-------- Exercise input --------

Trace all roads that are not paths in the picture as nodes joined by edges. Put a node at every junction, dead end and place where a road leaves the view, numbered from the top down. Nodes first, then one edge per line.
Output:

--------
-------- Exercise input --------

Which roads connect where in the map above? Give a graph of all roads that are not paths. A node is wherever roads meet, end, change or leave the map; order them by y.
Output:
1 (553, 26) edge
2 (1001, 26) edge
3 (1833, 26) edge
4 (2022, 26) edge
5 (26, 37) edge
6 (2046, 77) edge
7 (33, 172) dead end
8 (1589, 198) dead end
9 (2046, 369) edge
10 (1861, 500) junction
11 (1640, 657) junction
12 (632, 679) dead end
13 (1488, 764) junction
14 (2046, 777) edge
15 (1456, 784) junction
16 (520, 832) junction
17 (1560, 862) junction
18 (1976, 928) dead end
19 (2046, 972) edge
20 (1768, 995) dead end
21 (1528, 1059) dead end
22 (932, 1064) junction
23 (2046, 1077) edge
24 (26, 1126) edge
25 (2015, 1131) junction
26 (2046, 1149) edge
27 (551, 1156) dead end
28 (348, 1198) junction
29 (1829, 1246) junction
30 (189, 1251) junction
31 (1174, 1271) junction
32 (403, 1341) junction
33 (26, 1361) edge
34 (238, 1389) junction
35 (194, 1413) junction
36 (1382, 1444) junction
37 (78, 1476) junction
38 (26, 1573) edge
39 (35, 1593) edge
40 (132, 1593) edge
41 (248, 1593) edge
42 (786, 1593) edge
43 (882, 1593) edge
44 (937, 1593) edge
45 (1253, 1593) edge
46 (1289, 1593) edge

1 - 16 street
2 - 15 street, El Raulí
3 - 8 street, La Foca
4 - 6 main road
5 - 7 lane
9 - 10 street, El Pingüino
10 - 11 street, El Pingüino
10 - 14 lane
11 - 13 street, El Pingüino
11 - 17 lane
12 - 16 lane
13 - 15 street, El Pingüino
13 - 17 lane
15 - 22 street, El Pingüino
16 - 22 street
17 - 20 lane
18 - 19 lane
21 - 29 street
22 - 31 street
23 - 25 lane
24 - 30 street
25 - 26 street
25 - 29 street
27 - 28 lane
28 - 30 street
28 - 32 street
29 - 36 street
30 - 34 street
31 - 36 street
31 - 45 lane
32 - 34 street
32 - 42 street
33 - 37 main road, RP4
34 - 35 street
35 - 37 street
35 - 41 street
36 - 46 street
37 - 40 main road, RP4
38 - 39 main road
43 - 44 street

--------

:: Prompt ::
Among the records above, which lines hold the word "that"? Copy each one.

:: Reply ::
Trace all roads that are not paths in the picture as nodes joined by edges. Put a node at every junction, dead end and place where a road leaves the view, numbered from the top down. Nodes first, then one edge per line.
Which roads connect where in the map above? Give a graph of all roads that are not paths. A node is wherever roads meet, end, change or leave the map; order them by y.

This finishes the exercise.